(Collected data entries)
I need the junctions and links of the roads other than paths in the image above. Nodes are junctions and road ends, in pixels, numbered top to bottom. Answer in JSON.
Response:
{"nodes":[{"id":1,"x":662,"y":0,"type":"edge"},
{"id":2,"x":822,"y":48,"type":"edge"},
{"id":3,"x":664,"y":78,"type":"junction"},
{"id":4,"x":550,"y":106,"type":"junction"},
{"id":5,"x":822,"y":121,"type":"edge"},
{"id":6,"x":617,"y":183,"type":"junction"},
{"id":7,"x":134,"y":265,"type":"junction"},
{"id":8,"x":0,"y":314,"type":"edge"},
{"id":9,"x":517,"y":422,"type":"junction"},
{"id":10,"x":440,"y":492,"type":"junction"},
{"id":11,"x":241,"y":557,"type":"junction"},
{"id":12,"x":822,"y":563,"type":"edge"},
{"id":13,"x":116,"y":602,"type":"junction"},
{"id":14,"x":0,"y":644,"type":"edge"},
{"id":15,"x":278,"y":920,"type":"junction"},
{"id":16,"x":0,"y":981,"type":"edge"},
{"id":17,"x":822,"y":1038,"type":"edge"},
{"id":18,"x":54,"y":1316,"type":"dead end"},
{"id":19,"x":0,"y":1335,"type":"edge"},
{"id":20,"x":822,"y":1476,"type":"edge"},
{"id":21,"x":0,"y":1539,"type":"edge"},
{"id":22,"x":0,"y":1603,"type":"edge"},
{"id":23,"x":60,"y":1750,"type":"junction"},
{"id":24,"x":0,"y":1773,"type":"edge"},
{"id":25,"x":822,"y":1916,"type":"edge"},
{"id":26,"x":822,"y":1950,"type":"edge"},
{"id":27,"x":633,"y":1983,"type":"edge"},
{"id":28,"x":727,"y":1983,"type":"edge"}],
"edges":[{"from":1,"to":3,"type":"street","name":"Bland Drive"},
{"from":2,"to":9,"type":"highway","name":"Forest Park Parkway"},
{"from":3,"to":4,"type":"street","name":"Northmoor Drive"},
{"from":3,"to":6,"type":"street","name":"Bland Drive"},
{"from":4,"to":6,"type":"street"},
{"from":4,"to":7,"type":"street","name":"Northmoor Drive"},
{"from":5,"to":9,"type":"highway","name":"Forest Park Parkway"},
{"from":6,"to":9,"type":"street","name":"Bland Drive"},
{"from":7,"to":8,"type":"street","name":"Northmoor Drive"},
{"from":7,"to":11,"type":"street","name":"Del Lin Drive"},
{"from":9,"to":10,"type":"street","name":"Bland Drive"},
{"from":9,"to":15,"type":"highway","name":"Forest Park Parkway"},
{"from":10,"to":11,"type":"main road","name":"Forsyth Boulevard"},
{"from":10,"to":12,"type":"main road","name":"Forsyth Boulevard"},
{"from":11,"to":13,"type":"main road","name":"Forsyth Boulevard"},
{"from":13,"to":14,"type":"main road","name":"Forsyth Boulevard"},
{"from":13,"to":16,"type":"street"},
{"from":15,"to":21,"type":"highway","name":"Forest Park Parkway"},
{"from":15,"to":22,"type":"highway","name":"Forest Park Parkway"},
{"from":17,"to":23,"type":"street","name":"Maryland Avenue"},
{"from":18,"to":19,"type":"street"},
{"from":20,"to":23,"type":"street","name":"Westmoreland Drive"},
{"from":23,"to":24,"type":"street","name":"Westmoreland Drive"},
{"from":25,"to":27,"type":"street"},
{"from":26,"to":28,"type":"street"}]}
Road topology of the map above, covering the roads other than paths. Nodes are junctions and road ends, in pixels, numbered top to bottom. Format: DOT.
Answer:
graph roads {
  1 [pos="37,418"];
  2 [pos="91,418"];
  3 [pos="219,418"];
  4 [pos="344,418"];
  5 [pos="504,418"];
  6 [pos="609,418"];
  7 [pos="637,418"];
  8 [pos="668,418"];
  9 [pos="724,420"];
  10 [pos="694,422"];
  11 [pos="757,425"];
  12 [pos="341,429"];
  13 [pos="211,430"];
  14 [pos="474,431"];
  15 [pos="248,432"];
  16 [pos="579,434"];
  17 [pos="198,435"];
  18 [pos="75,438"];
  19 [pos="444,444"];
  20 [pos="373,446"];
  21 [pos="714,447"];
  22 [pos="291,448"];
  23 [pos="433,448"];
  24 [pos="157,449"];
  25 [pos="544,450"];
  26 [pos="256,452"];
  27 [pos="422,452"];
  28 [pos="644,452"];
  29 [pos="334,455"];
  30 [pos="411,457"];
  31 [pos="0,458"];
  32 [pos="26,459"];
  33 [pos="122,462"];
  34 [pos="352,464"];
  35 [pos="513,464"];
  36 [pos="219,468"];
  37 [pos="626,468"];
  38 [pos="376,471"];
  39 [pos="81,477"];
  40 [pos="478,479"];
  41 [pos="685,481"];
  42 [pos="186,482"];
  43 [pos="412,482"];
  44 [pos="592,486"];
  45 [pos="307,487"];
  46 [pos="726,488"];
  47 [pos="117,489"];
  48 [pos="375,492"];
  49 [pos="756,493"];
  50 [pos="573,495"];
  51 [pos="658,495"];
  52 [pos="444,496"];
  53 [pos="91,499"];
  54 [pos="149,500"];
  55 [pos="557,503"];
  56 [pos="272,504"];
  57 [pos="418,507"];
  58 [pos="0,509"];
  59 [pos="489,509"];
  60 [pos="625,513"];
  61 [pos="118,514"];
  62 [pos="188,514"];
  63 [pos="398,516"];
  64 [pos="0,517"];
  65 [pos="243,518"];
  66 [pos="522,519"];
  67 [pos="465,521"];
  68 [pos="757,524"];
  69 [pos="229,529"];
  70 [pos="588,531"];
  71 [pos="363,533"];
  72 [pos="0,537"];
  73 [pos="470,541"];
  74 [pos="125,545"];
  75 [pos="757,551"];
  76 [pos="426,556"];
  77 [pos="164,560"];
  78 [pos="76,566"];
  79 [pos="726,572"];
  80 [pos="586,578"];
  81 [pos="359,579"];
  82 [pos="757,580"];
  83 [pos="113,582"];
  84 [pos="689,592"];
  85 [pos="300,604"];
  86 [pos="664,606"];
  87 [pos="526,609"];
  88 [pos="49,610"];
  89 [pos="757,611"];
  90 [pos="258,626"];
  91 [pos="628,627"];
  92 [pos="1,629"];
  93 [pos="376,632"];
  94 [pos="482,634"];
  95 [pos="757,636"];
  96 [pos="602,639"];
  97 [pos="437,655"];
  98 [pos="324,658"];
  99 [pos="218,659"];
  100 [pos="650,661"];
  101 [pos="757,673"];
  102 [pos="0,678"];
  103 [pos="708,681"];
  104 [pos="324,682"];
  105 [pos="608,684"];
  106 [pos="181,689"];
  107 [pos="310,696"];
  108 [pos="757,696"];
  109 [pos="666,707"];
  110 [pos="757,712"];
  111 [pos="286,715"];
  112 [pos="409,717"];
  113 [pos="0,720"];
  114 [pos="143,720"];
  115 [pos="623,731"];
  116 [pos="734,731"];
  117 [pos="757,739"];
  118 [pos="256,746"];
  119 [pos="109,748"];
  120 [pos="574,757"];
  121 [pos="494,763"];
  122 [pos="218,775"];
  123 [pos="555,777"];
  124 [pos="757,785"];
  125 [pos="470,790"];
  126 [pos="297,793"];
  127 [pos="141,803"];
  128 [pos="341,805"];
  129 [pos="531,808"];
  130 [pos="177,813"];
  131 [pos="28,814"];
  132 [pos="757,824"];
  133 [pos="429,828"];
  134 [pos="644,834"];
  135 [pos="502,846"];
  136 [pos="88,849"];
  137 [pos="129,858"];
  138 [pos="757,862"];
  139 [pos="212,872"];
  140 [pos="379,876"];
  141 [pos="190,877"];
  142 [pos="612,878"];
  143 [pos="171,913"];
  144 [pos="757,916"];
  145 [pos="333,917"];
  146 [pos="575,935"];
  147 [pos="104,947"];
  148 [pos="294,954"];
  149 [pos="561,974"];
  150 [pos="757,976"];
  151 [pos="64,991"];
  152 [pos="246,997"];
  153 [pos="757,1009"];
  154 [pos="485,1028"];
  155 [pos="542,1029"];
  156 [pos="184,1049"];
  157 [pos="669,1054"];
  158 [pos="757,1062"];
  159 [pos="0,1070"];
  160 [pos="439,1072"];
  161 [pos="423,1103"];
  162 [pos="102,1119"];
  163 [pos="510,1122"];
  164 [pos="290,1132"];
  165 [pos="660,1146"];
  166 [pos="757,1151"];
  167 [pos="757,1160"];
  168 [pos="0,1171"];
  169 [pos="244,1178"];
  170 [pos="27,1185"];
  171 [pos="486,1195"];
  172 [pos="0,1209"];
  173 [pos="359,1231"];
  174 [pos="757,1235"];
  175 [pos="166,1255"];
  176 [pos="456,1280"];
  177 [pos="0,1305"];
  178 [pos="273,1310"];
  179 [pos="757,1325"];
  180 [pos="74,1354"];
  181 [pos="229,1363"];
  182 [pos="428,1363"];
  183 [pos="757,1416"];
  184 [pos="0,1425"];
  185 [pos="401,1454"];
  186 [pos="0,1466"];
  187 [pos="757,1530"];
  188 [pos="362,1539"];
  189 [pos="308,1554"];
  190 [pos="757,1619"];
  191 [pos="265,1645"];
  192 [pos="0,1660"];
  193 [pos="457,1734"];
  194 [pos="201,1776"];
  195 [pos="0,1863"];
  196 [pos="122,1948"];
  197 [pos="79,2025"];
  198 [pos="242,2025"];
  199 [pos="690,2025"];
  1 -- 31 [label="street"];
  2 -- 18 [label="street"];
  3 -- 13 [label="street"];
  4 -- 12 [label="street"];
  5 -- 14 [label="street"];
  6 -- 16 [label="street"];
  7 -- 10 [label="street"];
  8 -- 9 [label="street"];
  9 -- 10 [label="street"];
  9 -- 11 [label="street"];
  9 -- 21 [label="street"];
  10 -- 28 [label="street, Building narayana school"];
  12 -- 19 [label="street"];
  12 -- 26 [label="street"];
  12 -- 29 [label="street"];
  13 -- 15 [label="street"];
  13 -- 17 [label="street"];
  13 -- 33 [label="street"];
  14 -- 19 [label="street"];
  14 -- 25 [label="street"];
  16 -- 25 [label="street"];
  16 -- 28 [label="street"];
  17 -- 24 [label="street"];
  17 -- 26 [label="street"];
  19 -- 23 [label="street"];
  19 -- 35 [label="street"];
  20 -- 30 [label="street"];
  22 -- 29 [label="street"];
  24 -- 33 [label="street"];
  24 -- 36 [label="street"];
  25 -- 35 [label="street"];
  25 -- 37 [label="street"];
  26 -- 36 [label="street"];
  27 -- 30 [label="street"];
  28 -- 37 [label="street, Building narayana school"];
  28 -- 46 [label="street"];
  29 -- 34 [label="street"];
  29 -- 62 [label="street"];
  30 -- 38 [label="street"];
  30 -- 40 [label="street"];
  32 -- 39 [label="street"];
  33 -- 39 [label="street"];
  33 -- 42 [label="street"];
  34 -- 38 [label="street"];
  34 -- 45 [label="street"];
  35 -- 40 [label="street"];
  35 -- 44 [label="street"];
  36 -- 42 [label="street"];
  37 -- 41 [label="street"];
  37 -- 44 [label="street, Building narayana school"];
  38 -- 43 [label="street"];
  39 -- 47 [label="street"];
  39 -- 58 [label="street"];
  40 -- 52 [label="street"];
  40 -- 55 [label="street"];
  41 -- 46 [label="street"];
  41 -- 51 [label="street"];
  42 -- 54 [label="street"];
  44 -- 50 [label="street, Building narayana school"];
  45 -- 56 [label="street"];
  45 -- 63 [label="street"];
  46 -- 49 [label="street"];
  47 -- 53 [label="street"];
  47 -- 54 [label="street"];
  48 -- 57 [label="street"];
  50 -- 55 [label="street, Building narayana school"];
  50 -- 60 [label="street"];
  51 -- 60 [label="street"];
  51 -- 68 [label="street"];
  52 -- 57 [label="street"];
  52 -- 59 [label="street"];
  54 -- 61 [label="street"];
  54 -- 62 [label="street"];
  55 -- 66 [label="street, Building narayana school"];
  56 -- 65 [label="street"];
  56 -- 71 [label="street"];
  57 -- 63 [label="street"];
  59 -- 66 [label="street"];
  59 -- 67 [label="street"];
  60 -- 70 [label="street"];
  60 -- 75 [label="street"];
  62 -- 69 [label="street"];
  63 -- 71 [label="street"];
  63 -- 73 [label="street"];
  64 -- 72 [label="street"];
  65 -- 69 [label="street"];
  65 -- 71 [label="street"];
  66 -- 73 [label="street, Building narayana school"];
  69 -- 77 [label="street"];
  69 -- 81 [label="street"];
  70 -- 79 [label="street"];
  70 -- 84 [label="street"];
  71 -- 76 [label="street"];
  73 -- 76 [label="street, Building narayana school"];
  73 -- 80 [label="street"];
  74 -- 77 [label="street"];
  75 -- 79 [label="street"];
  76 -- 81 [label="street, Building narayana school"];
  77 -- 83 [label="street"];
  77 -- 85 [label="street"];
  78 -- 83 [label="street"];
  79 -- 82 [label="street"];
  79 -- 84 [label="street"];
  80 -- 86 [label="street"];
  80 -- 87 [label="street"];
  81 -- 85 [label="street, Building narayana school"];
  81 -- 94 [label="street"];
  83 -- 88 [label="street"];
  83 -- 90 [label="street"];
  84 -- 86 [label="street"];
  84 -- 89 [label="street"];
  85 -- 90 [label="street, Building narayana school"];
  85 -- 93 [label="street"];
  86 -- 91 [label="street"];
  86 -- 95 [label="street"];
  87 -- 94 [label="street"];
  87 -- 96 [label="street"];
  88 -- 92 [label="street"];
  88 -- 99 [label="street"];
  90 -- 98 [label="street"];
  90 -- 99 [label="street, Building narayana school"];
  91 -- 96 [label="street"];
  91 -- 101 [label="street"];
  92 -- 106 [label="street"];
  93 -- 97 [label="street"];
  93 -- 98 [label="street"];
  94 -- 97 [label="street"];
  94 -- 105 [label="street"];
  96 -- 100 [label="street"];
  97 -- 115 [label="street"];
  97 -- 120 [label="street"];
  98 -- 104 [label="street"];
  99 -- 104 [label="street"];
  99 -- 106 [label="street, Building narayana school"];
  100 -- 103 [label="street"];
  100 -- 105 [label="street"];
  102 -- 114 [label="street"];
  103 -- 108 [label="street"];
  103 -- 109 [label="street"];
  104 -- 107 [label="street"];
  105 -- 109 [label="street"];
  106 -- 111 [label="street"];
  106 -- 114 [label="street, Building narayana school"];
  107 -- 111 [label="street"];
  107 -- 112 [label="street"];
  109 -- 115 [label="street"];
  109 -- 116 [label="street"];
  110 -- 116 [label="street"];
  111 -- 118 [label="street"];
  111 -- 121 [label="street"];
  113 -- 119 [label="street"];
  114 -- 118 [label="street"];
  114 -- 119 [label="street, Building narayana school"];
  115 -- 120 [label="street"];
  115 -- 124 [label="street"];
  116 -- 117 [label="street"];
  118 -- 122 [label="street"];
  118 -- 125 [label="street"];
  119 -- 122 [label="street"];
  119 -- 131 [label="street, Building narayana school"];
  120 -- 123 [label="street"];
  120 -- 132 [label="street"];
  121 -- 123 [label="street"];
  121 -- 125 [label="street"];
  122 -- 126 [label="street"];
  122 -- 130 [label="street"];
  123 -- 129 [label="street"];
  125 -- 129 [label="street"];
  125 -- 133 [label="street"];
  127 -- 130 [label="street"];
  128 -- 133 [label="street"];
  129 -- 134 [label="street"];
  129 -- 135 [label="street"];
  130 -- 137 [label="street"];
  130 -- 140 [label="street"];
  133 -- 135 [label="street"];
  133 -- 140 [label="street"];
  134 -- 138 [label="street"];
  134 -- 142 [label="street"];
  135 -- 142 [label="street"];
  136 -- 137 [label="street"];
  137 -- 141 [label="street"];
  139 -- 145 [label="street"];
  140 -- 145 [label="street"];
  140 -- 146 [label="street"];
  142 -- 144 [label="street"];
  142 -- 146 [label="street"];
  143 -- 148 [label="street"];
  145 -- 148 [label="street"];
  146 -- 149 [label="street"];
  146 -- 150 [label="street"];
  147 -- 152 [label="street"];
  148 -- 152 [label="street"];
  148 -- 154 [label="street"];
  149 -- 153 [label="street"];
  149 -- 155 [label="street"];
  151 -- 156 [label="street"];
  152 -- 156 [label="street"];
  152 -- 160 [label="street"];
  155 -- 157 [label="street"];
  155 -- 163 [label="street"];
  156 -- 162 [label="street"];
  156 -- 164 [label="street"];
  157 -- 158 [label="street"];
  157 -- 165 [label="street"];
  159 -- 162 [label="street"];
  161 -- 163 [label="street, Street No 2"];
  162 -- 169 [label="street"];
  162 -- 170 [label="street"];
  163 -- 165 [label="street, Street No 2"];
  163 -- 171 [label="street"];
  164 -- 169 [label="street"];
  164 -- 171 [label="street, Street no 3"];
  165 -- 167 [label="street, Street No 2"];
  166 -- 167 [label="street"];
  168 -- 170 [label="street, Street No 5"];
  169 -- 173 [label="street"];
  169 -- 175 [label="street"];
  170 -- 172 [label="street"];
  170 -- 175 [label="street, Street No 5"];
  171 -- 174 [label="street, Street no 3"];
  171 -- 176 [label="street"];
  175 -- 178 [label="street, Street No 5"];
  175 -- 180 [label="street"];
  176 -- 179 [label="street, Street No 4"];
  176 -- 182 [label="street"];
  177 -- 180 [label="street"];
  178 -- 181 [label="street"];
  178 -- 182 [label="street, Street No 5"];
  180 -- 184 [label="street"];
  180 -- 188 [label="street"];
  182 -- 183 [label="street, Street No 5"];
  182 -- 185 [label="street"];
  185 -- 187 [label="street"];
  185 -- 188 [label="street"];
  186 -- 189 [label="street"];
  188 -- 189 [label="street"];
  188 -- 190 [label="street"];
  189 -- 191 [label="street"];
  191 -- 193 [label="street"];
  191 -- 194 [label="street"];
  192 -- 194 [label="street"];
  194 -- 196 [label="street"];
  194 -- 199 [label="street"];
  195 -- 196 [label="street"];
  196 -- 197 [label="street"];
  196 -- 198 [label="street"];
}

=== Problem to solve ===
From the entries, count the lines that hold the string "paths". Nothing but the number is needed.

=== Answer ===
2